Write out exactly the lines below that run from the one containing "middle tip: (319, 196)" through the one containing "ring pip: (440, 220)", both included, with no other lines.

***** ENTRIES PROVIDED

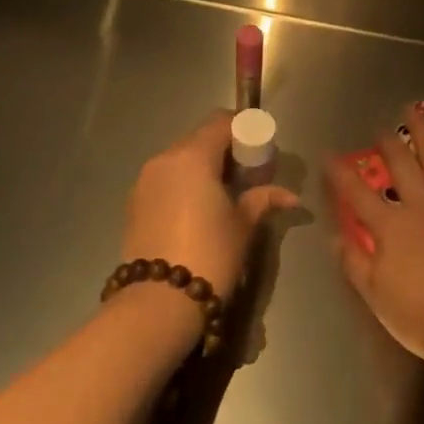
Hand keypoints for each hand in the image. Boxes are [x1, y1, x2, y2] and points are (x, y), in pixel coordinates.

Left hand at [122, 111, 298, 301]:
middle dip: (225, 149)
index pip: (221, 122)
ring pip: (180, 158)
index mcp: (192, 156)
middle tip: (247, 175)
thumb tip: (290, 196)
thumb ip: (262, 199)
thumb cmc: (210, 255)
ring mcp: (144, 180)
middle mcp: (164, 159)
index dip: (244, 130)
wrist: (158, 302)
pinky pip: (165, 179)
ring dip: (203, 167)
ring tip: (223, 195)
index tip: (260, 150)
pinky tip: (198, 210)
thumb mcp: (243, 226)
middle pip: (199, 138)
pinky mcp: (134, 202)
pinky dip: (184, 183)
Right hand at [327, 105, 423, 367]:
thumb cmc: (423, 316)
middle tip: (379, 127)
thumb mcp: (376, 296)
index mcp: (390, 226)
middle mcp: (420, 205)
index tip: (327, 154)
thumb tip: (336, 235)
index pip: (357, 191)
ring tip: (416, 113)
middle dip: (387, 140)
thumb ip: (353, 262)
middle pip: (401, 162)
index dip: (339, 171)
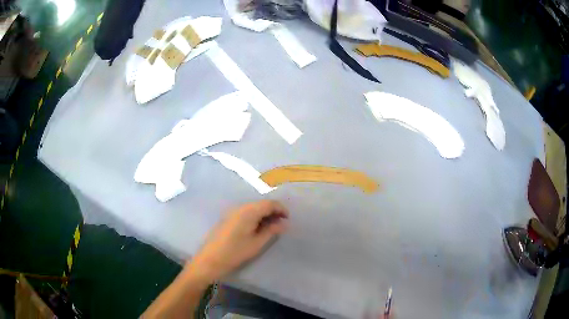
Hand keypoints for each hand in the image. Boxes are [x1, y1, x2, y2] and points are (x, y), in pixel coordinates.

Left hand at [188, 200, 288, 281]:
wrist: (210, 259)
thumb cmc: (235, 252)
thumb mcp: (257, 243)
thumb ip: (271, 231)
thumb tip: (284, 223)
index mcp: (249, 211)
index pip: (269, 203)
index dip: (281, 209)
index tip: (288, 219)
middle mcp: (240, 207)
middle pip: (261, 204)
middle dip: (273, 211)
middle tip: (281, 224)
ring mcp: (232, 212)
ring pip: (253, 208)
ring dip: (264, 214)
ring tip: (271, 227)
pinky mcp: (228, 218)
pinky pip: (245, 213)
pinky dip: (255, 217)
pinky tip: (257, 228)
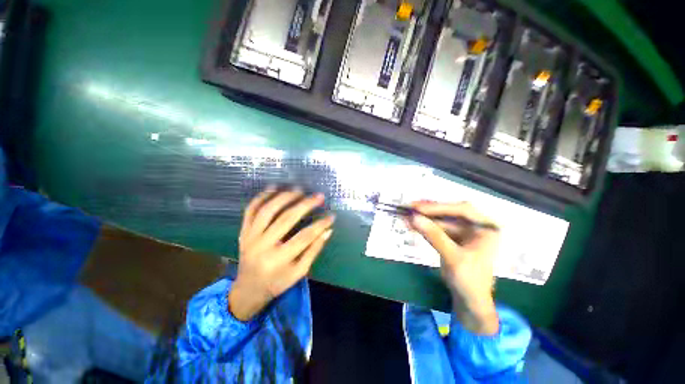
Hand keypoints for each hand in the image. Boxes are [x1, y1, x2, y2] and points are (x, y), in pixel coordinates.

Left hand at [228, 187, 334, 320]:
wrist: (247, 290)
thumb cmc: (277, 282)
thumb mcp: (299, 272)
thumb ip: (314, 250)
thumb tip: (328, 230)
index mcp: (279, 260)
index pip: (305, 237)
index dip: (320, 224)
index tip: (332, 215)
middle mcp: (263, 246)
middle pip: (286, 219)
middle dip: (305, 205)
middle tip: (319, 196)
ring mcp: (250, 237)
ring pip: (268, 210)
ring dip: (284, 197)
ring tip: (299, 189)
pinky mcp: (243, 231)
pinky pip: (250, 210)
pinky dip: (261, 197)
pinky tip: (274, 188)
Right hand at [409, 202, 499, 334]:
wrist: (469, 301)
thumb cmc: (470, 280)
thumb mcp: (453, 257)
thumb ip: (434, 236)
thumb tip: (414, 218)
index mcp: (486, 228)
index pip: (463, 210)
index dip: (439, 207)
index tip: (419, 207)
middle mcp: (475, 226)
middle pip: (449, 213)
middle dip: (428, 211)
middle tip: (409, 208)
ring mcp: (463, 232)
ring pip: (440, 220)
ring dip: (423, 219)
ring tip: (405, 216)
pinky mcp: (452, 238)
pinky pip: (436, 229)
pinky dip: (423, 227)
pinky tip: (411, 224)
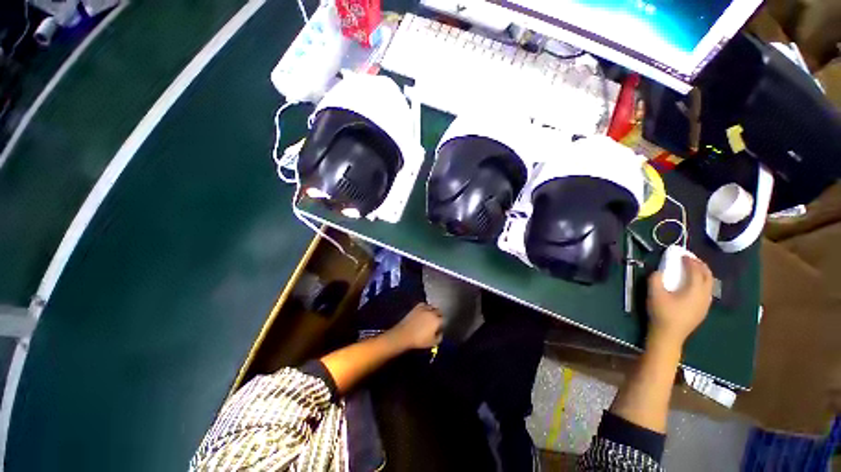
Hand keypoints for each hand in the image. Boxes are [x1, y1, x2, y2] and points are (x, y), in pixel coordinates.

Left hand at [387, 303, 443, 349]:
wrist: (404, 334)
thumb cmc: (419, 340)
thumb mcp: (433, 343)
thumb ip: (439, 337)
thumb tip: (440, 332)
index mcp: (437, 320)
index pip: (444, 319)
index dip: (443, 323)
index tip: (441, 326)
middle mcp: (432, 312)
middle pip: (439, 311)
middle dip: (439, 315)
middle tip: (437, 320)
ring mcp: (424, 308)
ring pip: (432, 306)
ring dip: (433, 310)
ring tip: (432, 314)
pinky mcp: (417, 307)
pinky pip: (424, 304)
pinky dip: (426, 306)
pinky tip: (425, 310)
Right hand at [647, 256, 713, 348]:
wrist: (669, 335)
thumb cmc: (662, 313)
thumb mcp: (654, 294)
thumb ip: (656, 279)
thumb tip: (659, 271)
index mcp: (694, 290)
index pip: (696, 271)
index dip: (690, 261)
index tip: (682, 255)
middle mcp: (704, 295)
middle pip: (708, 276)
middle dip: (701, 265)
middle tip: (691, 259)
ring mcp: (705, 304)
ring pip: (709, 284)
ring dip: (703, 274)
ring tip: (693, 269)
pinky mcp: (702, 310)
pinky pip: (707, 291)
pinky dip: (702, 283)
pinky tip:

**********

**TASK RESPONSE**
middle tip: (319, 196)
ring mcp: (250, 237)
ring pip: (268, 210)
ring dip: (284, 197)
ring tip: (299, 189)
pinky mcp: (243, 231)
pinky pip: (250, 210)
pinky dip: (261, 197)
pinky tip: (274, 188)
Right hand at [409, 202, 499, 334]:
wrist: (469, 301)
thumb cmc: (470, 280)
thumb mcp: (453, 257)
thumb ip: (434, 236)
thumb tip: (414, 218)
index mcp: (486, 228)
index pip: (463, 210)
index dip: (439, 207)
index tip: (419, 207)
middle mcp: (475, 226)
middle pip: (449, 213)
middle dip: (428, 211)
middle tip: (409, 208)
ring mcp: (463, 232)
ring pip: (440, 220)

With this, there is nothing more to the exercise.